• _Brief_:
For every line that contains the string "NIRMAL", pull that line out of the material below.
*** Opening of Source material ***
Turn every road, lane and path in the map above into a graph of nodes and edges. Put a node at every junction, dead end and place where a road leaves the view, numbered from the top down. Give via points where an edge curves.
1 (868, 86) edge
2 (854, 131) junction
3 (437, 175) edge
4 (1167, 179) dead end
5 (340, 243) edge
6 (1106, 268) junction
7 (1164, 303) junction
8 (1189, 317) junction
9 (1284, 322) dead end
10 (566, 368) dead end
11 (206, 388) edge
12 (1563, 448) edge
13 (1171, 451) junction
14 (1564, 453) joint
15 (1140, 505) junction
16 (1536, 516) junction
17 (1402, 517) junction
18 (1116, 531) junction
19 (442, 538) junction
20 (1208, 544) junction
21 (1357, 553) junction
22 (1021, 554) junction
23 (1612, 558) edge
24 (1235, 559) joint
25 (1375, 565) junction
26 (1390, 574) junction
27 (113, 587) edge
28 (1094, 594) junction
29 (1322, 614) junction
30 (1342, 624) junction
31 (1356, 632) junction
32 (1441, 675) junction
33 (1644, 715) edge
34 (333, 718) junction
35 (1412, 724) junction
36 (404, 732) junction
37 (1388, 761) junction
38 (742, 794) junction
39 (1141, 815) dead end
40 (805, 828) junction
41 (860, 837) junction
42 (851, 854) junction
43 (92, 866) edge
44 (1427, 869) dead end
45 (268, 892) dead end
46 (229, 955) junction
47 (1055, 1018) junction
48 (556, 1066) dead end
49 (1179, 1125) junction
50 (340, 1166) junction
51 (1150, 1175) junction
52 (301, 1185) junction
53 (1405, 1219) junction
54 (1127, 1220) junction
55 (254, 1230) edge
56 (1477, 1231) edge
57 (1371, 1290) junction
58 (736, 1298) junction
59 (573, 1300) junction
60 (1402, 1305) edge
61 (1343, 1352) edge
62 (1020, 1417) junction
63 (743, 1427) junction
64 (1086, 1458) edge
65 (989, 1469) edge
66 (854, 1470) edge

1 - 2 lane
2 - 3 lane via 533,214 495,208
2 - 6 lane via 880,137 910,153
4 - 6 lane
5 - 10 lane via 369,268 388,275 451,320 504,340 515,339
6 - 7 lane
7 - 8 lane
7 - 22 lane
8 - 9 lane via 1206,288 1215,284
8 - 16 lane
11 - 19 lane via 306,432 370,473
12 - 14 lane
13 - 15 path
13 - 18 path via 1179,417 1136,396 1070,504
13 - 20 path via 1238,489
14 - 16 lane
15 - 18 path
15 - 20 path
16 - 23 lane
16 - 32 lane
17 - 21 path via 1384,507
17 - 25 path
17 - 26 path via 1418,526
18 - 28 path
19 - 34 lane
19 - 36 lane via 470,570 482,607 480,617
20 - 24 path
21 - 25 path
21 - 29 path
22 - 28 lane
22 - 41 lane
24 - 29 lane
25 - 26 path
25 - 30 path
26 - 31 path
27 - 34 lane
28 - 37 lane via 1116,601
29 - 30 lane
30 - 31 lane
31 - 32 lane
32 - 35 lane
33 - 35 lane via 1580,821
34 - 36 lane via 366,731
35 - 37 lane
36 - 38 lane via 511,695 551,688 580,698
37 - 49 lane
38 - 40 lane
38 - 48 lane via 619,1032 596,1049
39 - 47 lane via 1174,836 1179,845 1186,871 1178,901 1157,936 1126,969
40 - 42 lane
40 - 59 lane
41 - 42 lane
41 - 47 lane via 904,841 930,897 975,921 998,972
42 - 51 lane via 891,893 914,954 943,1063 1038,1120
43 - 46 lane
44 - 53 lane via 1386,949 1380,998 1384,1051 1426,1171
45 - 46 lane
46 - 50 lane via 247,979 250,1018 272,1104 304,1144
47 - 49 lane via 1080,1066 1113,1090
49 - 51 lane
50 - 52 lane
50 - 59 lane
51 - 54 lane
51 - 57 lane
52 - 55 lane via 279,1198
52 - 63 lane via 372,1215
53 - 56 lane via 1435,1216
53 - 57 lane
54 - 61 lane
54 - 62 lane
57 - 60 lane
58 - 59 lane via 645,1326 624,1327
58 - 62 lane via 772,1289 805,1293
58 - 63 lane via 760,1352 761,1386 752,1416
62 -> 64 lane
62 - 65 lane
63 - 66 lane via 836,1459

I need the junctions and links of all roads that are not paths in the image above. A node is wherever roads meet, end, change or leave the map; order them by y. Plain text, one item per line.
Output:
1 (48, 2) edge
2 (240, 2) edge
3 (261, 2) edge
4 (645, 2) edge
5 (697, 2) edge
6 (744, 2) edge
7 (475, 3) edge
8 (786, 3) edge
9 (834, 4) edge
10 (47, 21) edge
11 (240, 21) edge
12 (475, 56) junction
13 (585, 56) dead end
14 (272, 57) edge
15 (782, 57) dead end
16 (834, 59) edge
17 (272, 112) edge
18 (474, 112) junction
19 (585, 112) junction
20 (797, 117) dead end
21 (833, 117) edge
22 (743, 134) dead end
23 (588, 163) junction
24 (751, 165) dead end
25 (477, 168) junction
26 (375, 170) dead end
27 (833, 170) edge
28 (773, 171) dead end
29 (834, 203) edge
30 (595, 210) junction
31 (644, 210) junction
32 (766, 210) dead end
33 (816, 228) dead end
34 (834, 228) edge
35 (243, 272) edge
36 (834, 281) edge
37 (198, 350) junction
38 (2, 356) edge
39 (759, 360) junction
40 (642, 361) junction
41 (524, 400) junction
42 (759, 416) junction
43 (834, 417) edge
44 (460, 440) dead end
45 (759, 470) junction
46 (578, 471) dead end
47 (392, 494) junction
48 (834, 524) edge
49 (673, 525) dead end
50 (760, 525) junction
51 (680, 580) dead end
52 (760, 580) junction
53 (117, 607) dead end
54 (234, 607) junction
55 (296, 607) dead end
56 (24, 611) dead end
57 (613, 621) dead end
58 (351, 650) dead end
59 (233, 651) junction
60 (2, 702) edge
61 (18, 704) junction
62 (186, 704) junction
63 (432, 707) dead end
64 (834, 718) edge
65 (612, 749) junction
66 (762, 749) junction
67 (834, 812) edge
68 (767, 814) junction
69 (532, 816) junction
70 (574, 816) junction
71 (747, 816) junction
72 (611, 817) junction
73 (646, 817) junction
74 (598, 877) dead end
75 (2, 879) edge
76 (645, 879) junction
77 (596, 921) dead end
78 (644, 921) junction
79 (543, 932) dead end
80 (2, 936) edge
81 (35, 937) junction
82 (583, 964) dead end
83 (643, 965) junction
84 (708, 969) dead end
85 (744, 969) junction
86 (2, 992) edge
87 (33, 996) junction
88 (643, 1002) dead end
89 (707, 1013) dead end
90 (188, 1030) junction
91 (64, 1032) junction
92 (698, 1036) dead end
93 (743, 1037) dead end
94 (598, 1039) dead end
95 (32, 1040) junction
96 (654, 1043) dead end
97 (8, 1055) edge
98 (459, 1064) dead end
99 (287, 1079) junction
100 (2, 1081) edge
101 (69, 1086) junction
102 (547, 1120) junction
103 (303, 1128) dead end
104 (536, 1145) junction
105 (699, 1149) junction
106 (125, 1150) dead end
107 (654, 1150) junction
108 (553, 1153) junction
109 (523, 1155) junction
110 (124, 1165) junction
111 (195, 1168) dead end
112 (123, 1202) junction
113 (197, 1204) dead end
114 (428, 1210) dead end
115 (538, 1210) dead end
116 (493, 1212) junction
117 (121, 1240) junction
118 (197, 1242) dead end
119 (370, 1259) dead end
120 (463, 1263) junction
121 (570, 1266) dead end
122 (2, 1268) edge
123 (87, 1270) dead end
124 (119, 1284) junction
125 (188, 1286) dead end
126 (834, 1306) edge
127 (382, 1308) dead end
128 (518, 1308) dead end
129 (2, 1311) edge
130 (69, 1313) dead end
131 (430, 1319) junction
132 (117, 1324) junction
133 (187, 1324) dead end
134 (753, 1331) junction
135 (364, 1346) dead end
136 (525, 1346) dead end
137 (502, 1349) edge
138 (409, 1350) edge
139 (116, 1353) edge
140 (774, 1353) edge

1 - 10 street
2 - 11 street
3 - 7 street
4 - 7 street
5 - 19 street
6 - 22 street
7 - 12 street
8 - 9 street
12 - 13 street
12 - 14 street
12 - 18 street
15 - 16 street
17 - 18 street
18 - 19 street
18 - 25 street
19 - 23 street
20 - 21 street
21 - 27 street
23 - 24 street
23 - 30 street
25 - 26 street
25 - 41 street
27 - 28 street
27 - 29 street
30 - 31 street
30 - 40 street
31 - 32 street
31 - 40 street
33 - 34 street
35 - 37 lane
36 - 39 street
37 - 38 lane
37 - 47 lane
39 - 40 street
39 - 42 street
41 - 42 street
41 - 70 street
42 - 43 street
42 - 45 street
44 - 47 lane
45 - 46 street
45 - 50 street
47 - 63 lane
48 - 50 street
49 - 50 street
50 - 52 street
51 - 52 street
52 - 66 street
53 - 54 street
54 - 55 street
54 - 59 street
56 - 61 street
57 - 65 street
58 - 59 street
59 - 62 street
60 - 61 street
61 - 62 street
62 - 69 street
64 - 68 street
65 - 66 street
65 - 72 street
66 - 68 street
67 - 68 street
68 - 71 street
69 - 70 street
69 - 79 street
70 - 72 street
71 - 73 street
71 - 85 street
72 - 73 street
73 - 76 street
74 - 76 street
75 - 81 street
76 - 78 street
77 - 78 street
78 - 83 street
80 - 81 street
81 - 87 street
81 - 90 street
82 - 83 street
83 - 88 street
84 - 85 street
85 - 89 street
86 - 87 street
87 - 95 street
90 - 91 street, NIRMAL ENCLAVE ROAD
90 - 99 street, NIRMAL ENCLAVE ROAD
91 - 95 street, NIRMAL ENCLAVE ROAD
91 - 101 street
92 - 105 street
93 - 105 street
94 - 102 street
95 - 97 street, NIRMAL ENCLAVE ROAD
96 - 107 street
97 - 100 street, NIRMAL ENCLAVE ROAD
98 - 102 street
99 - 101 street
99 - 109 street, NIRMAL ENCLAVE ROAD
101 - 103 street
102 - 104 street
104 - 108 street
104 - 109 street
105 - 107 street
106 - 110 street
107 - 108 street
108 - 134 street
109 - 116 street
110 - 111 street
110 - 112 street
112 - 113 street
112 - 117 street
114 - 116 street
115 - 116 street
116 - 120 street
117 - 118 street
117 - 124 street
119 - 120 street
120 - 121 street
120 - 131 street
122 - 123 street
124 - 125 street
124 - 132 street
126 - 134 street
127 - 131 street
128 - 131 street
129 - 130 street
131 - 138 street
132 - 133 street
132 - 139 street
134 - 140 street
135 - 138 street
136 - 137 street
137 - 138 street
*** Close of Source material ***
• _Task response_:
90 - 91 street, NIRMAL ENCLAVE ROAD
90 - 99 street, NIRMAL ENCLAVE ROAD
91 - 95 street, NIRMAL ENCLAVE ROAD
95 - 97 street, NIRMAL ENCLAVE ROAD
97 - 100 street, NIRMAL ENCLAVE ROAD
99 - 109 street, NIRMAL ENCLAVE ROAD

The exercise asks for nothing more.